== Task instructions ==
Count every line in the records below that contains the string "dead". Report that number alone.

Collected data entries:
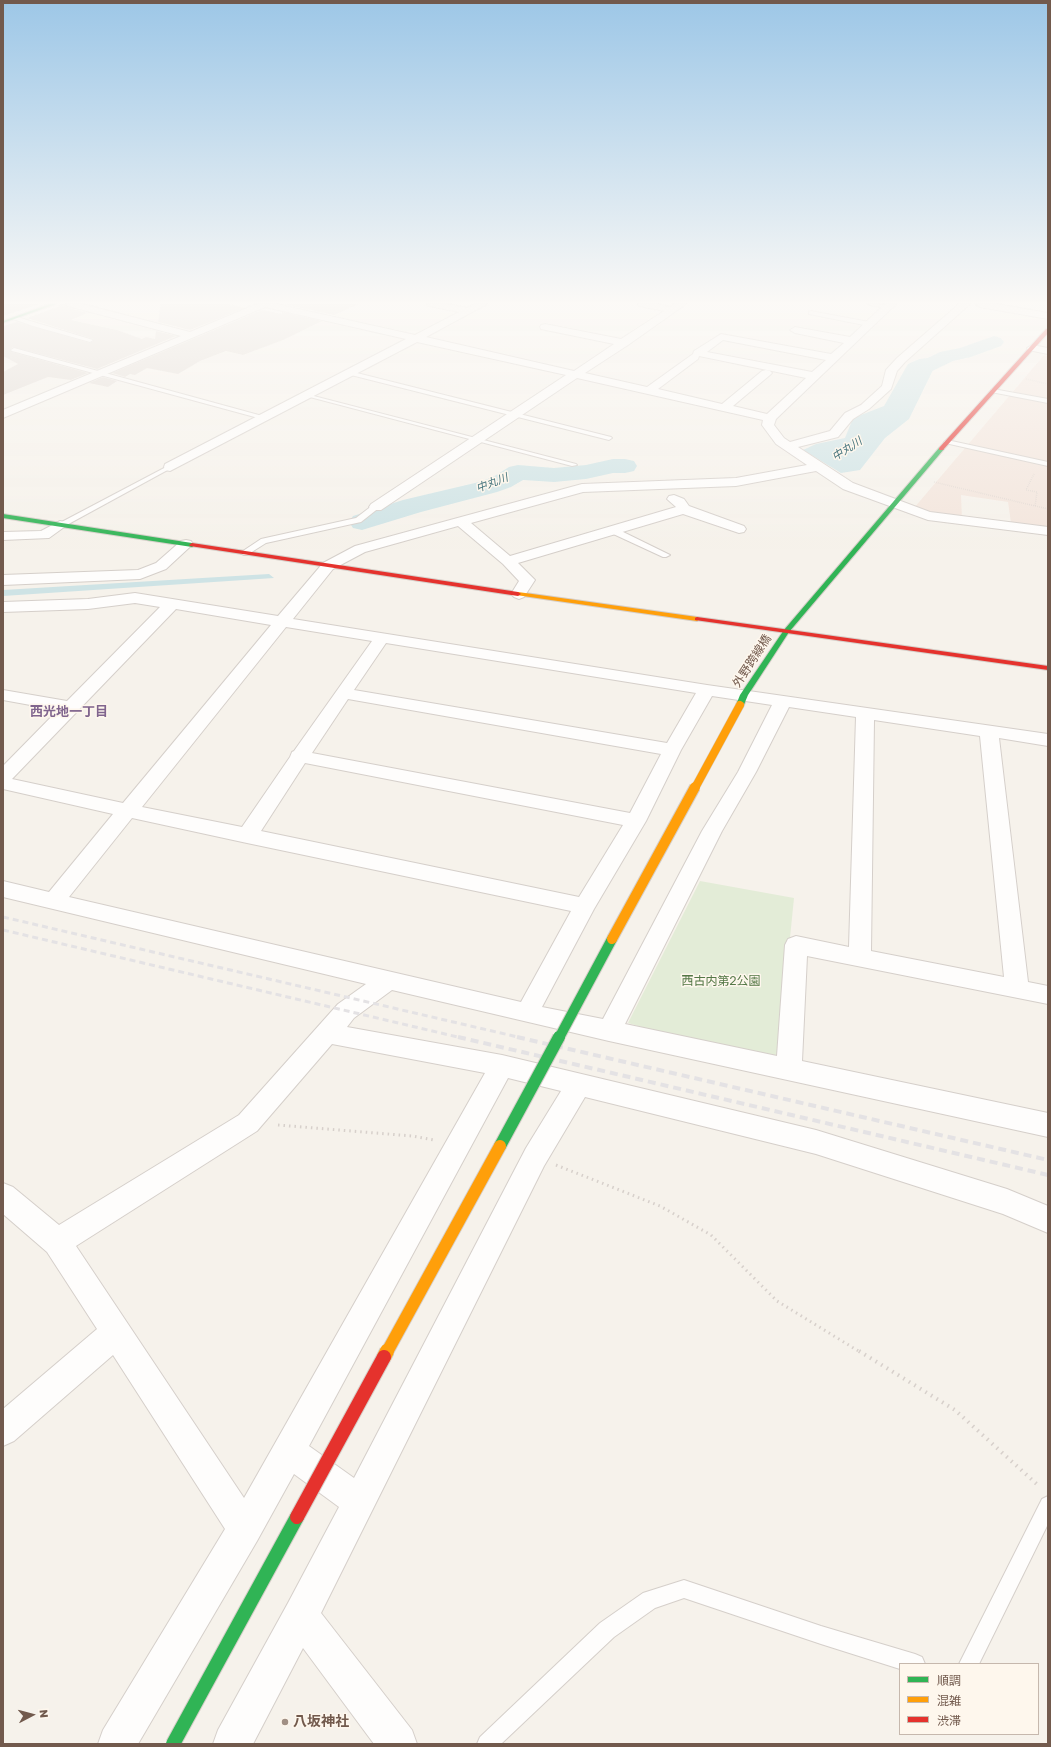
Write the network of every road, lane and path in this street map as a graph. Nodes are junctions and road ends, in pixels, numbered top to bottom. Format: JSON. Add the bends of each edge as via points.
{"nodes":[{"id":1,"x":72,"y":386,"type":"edge"},
{"id":2,"x":143,"y":386,"type":"edge"},
{"id":3,"x":326,"y":386,"type":"edge"},
{"id":4,"x":397,"y":386,"type":"edge"},
{"id":5,"x":560,"y":386,"type":"edge"},
{"id":6,"x":626,"y":386,"type":"edge"},
{"id":7,"x":656,"y":386,"type":"edge"},
{"id":8,"x":751,"y":386,"type":"edge"},
{"id":9,"x":804,"y":386,"type":"edge"},
{"id":10,"x":887,"y":386,"type":"edge"},
{"id":11,"x":998,"y":386,"type":"edge"},
{"id":12,"x":649,"y":391,"type":"junction"},
{"id":13,"x":993,"y":391,"type":"junction"},
{"id":14,"x":308,"y":395,"type":"junction"},
{"id":15,"x":1048,"y":401,"type":"edge"},
{"id":16,"x":724,"y":408,"type":"junction"},
{"id":17,"x":3,"y":414,"type":"edge"},
{"id":18,"x":513,"y":416,"type":"junction"},
{"id":19,"x":264,"y":418,"type":"junction"},
{"id":20,"x":770,"y":418,"type":"junction"},
{"id":21,"x":609,"y":438,"type":"dead end"},
{"id":22,"x":476,"y":440,"type":"junction"},
{"id":23,"x":947,"y":442,"type":"junction"},
{"id":24,"x":789,"y":446,"type":"junction"},
{"id":25,"x":1040,"y":462,"type":"junction"},
{"id":26,"x":1048,"y":464,"type":"edge"},
{"id":27,"x":574,"y":465,"type":"dead end"},
{"id":28,"x":170,"y":467,"type":"joint"},
{"id":29,"x":818,"y":467,"type":"junction"},
{"id":30,"x":932,"y":482,"type":"dead end"},
{"id":31,"x":646,"y":486,"type":"junction"},
{"id":32,"x":895,"y":504,"type":"junction"},
{"id":33,"x":1035,"y":506,"type":"junction"},
{"id":34,"x":376,"y":508,"type":"joint"},
{"id":35,"x":684,"y":509,"type":"junction"},
{"id":36,"x":1048,"y":509,"type":"edge"},
{"id":37,"x":3,"y":516,"type":"edge"},
{"id":38,"x":461,"y":522,"type":"junction"},
{"id":39,"x":60,"y":525,"type":"junction"},
{"id":40,"x":612,"y":530,"type":"junction"},
{"id":41,"x":739,"y":530,"type":"dead end"},
{"id":42,"x":1048,"y":530,"type":"edge"},
{"id":43,"x":3,"y":536,"type":"edge"},
{"id":44,"x":186,"y":544,"type":"junction"},
{"id":45,"x":244,"y":553,"type":"junction"},
{"id":46,"x":666,"y":555,"type":"dead end"},
{"id":47,"x":508,"y":561,"type":"junction"},
{"id":48,"x":328,"y":566,"type":"junction"},
{"id":49,"x":3,"y":580,"type":"edge"},
{"id":50,"x":519,"y":594,"type":"junction"},
{"id":51,"x":172,"y":604,"type":"junction"},
{"id":52,"x":3,"y":607,"type":"edge"},
{"id":53,"x":281,"y":622,"type":"junction"},
{"id":54,"x":786,"y":631,"type":"junction"},
{"id":55,"x":382,"y":638,"type":"junction"},
{"id":56,"x":1048,"y":668,"type":"edge"},
{"id":57,"x":707,"y":690,"type":"junction"},
{"id":58,"x":343,"y":693,"type":"junction"},
{"id":59,"x":3,"y":695,"type":"edge"},
{"id":60,"x":742,"y":700,"type":"junction"},
{"id":61,"x":782,"y":703,"type":"junction"},
{"id":62,"x":70,"y":707,"type":"junction"},
{"id":63,"x":864,"y":714,"type":"junction"},
{"id":64,"x":988,"y":732,"type":"junction"},
{"id":65,"x":1048,"y":740,"type":"edge"},
{"id":66,"x":672,"y":750,"type":"junction"},
{"id":67,"x":299,"y":756,"type":"junction"},
{"id":68,"x":3,"y":777,"type":"edge"},
{"id":69,"x":3,"y":783,"type":"edge"},
{"id":70,"x":126,"y":810,"type":"junction"},
{"id":71,"x":636,"y":821,"type":"junction"},
{"id":72,"x":247,"y":836,"type":"junction"},
{"id":73,"x":3,"y":889,"type":"edge"},
{"id":74,"x":54,"y":900,"type":"junction"},
{"id":75,"x":585,"y":906,"type":"junction"},
{"id":76,"x":860,"y":956,"type":"junction"},
{"id":77,"x":389,"y":980,"type":"junction"},
{"id":78,"x":1017,"y":988,"type":"junction"},
{"id":79,"x":1048,"y":995,"type":"edge"},
{"id":80,"x":527,"y":1013,"type":"junction"},
{"id":81,"x":609,"y":1031,"type":"junction"},
{"id":82,"x":327,"y":1033,"type":"junction"},
{"id":83,"x":502,"y":1066,"type":"junction"},
{"id":84,"x":789,"y":1070,"type":"junction"},
{"id":85,"x":579,"y":1085,"type":"junction"},
{"id":86,"x":248,"y":1123,"type":"junction"},
{"id":87,"x":1048,"y":1125,"type":"edge"},
{"id":88,"x":460,"y":1144,"type":"junction"},
{"id":89,"x":535,"y":1157,"type":"junction"},
{"id":90,"x":3,"y":1196,"type":"edge"},
{"id":91,"x":1048,"y":1220,"type":"edge"},
{"id":92,"x":57,"y":1242,"type":"junction"},
{"id":93,"x":116,"y":1333,"type":"junction"},
{"id":94,"x":3,"y":1430,"type":"edge"},
{"id":95,"x":289,"y":1451,"type":"junction"},
{"id":96,"x":1045,"y":1497,"type":"edge"},
{"id":97,"x":360,"y":1502,"type":"junction"},
{"id":98,"x":245,"y":1529,"type":"junction"},
{"id":99,"x":301,"y":1616,"type":"junction"},
{"id":100,"x":913,"y":1663,"type":"edge"},
{"id":101,"x":969,"y":1663,"type":"edge"},
{"id":102,"x":118,"y":1744,"type":"edge"},
{"id":103,"x":173,"y":1744,"type":"edge"},
{"id":104,"x":232,"y":1744,"type":"edge"},
{"id":105,"x":398,"y":1744,"type":"edge"},
{"id":106,"x":487,"y":1744,"type":"edge"}],
"edges":[{"from":1,"to":17,"type":"street"},
{"from":2,"to":19,"type":"lane"},
{"from":3,"to":14,"type":"street"},
{"from":4,"to":18,"type":"lane"},
{"from":5,"to":18,"type":"street"},
{"from":6,"to":12,"type":"street"},
{"from":7,"to":12,"type":"street"},
{"from":8,"to":16,"type":"street"},
{"from":9,"to":20,"type":"street"},
{"from":10,"to":24,"type":"street","via":[[865,407],[849,416],[834,434]]},
{"from":11,"to":13,"type":"street","name":"外野跨線橋"},
{"from":12,"to":16,"type":"street"},
{"from":13,"to":15,"type":"lane"},
{"from":13,"to":23,"type":"street","name":"外野跨線橋"},
{"from":14,"to":19,"type":"street"},
{"from":14,"to":22,"type":"lane"},
{"from":16,"to":20,"type":"street"},
{"from":18,"to":21,"type":"lane"},
{"from":18,"to":22,"type":"street"},
{"from":19,"to":28,"type":"street"},
{"from":20,"to":24,"type":"street","via":[[768,425],[780,440]]},
{"from":22,"to":27,"type":"lane"},
{"from":22,"to":34,"type":"street"},
{"from":23,"to":25,"type":"lane"},
{"from":23,"to":32,"type":"street","name":"外野跨線橋"},
{"from":24,"to":29,"type":"street"},
{"from":25,"to":26,"type":"lane"},
{"from":25,"to":33,"type":"path","via":[[1026,490],[1037,492]]},
{"from":28,"to":39,"type":"lane"},
{"from":29,"to":31,"type":"street","via":[[736,482]]},
{"from":29,"to":32,"type":"street","via":[[848,486]]},
{"from":30,"to":33,"type":"path"},
{"from":31,"to":35,"type":"street","via":[[679,502]]},
{"from":31,"to":38,"type":"street","via":[[582,488]]},
{"from":32,"to":42,"type":"street","via":[[928,516]]},
{"from":32,"to":54,"type":"street","name":"外野跨線橋"},
{"from":33,"to":36,"type":"path"},
{"from":34,"to":45,"type":"lane","via":[[358,520],[264,541]]},
{"from":35,"to":40,"type":"street"},
{"from":35,"to":41,"type":"street"},
{"from":37,"to":39,"type":"street"},
{"from":38,"to":47,"type":"street"},
{"from":38,"to":48,"type":"street","via":[[360,549]]},
{"from":39,"to":43,"type":"street","via":[[44,535]]},
{"from":39,"to":44,"type":"street"},
{"from":40,"to":46,"type":"lane"},
{"from":40,"to":47,"type":"street"},
{"from":44,"to":45,"type":"street"},
{"from":44,"to":49,"type":"street","via":[[161,566],[140,574]]},
{"from":45,"to":48,"type":"street"},
{"from":47,"to":50,"type":"street","via":[[527,580]]},
{"from":48,"to":50,"type":"street"},
{"from":48,"to":53,"type":"street"},
{"from":50,"to":54,"type":"street"},
{"from":51,"to":52,"type":"street","via":[[135,598],[88,604]]},
{"from":51,"to":53,"type":"street"},
{"from":51,"to":62,"type":"street"},
{"from":53,"to":55,"type":"street"},
{"from":53,"to":70,"type":"street"},
{"from":54,"to":56,"type":"street"},
{"from":54,"to":60,"type":"street","name":"外野跨線橋"},
{"from":55,"to":57,"type":"street"},
{"from":55,"to":58,"type":"street"},
{"from":57,"to":60,"type":"street"},
{"from":57,"to":66,"type":"street"},
{"from":58,"to":66,"type":"street"},
{"from":58,"to":67,"type":"street"},
{"from":59,"to":62,"type":"street"},
{"from":60,"to":61,"type":"street"},
{"from":60,"to":103,"type":"street","name":"外野跨線橋","bridge":true},
{"from":61,"to":63,"type":"street"},
{"from":61,"to":81,"type":"street","via":[[747,772],[712,831]]},
{"from":62,"to":68,"type":"street"},
{"from":63,"to":64,"type":"street"},
{"from":63,"to":76,"type":"street"},
{"from":64,"to":65,"type":"street"},
{"from":64,"to":78,"type":"street"},
{"from":66,"to":71,"type":"street"},
{"from":67,"to":71,"type":"street"},
{"from":67,"to":72,"type":"street"},
{"from":69,"to":70,"type":"street"},
{"from":70,"to":72,"type":"street"},
{"from":70,"to":74,"type":"street"},
{"from":71,"to":75,"type":"street"},
{"from":72,"to":75,"type":"street"},
{"from":73,"to":74,"type":"street"},
{"from":74,"to":77,"type":"street"},
{"from":75,"to":80,"type":"street"},
{"from":76,"to":78,"type":"street"},
{"from":76,"to":84,"type":"street","via":[[796,944]]},
{"from":77,"to":80,"type":"street"},
{"from":77,"to":82,"type":"street","via":[[346,1010]]},
{"from":78,"to":79,"type":"street"},
{"from":80,"to":81,"type":"street"},
{"from":81,"to":84,"type":"street"},
{"from":82,"to":83,"type":"street"},
{"from":82,"to":86,"type":"street"},
{"from":83,"to":85,"type":"street"},
{"from":83,"to":88,"type":"street"},
{"from":84,"to":87,"type":"street"},
{"from":85,"to":89,"type":"street"},
{"from":85,"to":91,"type":"street","via":[[816,1142],[1007,1202]]},
{"from":86,"to":88,"type":"path","via":[[412,1136]]},
{"from":86,"to":92,"type":"street"},
{"from":88,"to":95,"type":"street"},
{"from":89,"to":96,"type":"path","via":[[660,1206],[711,1235],[777,1301],[955,1410]]},
{"from":89,"to":97,"type":"street"},
{"from":90,"to":92,"type":"street"},
{"from":92,"to":93,"type":"street"},
{"from":93,"to":94,"type":"street"},
{"from":93,"to":98,"type":"street"},
{"from":95,"to":97,"type":"street"},
{"from":95,"to":98,"type":"street"},
{"from":96,"to":101,"type":"lane"},
{"from":97,"to":99,"type":"street"},
{"from":98,"to":102,"type":"street"},
{"from":99,"to":104,"type":"street"},
{"from":99,"to":105,"type":"street"},
{"from":100,"to":106,"type":"lane","via":[[684,1589],[650,1600],[608,1630]]}]}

== Written answer ==
5